:: Information shown ::

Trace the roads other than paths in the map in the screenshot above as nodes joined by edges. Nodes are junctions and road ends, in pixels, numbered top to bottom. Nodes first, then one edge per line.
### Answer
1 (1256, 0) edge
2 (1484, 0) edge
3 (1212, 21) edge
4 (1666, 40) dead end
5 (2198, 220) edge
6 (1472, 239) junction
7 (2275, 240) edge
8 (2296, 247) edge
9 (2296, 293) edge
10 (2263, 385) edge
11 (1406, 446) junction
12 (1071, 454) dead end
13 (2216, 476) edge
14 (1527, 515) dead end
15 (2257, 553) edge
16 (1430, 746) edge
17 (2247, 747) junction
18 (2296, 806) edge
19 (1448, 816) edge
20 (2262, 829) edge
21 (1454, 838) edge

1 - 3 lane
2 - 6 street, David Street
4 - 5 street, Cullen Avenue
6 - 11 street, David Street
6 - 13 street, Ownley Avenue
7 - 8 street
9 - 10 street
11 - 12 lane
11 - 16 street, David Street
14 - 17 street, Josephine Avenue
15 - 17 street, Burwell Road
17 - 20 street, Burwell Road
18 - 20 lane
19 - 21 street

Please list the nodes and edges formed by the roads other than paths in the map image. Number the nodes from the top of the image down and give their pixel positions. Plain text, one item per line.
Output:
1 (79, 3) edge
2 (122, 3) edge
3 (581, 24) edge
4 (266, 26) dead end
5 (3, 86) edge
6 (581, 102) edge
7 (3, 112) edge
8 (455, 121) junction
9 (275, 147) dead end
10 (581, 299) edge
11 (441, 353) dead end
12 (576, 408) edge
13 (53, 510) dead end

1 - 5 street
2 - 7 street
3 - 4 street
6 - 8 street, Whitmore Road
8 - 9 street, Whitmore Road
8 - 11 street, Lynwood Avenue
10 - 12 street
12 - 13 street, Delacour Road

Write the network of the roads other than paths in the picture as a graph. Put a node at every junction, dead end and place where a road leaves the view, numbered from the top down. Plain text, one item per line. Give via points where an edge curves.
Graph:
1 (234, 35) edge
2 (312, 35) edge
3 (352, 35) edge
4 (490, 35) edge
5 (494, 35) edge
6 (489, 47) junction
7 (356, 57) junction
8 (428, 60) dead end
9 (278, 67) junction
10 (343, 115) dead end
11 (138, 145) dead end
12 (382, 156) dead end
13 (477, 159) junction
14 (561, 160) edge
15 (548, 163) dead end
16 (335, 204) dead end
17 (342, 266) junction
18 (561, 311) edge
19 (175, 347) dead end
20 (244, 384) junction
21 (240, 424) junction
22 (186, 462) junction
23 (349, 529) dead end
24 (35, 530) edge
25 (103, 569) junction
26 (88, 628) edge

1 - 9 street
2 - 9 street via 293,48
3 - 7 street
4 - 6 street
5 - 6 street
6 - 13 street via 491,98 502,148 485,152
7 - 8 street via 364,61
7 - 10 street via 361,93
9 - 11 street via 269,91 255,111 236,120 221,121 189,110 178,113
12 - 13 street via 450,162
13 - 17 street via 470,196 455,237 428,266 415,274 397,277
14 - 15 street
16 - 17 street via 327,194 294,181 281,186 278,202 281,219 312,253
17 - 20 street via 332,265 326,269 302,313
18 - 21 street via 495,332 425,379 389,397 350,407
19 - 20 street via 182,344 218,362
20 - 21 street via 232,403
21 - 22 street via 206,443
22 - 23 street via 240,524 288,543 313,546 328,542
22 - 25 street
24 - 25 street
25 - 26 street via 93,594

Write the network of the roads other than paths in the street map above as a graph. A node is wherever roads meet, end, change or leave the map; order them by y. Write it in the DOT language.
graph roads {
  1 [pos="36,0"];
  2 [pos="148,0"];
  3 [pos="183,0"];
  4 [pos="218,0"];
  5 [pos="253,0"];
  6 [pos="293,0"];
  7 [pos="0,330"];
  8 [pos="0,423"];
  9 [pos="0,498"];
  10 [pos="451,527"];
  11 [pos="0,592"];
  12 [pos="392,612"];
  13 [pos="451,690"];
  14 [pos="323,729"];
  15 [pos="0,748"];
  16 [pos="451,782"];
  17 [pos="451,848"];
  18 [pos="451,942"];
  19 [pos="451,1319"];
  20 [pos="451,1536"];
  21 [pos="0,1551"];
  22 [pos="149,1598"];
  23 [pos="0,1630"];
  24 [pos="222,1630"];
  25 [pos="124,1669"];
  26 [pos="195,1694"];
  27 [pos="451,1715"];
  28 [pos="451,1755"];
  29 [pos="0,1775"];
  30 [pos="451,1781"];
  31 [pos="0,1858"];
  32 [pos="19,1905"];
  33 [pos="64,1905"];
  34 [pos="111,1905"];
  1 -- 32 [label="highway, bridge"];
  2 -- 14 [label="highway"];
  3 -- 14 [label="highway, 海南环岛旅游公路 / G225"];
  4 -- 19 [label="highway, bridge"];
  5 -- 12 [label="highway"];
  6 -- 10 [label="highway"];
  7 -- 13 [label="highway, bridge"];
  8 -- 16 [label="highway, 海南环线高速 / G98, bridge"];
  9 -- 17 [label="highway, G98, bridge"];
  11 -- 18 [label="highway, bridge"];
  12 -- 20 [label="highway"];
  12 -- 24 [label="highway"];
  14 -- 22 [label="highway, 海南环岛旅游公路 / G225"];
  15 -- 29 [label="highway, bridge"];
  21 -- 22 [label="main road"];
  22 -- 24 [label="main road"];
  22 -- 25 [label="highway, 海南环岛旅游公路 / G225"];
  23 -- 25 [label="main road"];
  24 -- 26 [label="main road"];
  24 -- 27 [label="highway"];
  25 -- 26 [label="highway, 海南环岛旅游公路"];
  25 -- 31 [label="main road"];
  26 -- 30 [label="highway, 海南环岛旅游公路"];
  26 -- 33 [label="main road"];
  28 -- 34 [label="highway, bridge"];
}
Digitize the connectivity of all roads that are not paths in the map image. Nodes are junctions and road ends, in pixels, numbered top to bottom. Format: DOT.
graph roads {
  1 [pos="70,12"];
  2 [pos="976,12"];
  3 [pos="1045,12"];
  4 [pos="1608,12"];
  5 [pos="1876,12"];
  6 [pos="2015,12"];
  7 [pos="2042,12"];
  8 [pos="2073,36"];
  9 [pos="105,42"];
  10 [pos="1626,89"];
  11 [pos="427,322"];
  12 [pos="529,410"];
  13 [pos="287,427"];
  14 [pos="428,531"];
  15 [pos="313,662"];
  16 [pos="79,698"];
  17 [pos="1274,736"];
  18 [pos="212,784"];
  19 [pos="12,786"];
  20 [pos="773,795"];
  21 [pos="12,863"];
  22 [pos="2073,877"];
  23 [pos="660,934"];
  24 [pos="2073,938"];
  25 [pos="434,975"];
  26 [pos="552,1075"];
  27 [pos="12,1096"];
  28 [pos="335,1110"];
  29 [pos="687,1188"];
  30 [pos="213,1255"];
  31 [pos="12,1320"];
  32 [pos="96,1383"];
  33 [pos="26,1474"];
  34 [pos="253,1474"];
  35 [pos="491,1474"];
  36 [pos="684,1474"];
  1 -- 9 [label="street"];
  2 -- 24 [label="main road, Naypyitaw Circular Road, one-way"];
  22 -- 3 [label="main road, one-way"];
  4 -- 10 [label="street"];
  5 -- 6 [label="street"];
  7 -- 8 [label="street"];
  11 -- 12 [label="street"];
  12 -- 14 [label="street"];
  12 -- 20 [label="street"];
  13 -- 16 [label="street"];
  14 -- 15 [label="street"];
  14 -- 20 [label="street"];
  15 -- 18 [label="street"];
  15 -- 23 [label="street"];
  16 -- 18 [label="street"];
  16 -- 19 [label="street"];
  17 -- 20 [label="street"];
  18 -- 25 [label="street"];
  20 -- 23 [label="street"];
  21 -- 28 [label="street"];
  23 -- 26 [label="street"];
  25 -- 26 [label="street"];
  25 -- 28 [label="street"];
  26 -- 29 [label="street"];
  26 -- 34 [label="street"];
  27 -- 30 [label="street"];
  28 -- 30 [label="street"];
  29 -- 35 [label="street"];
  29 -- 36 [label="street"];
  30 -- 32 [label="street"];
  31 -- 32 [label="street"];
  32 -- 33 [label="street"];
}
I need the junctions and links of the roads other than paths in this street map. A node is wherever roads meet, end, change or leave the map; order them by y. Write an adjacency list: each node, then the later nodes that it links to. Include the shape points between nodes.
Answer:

:::

Description of the task:
In the listing, how many lines hold "from"? Answer with a bare number.

Written reply:
2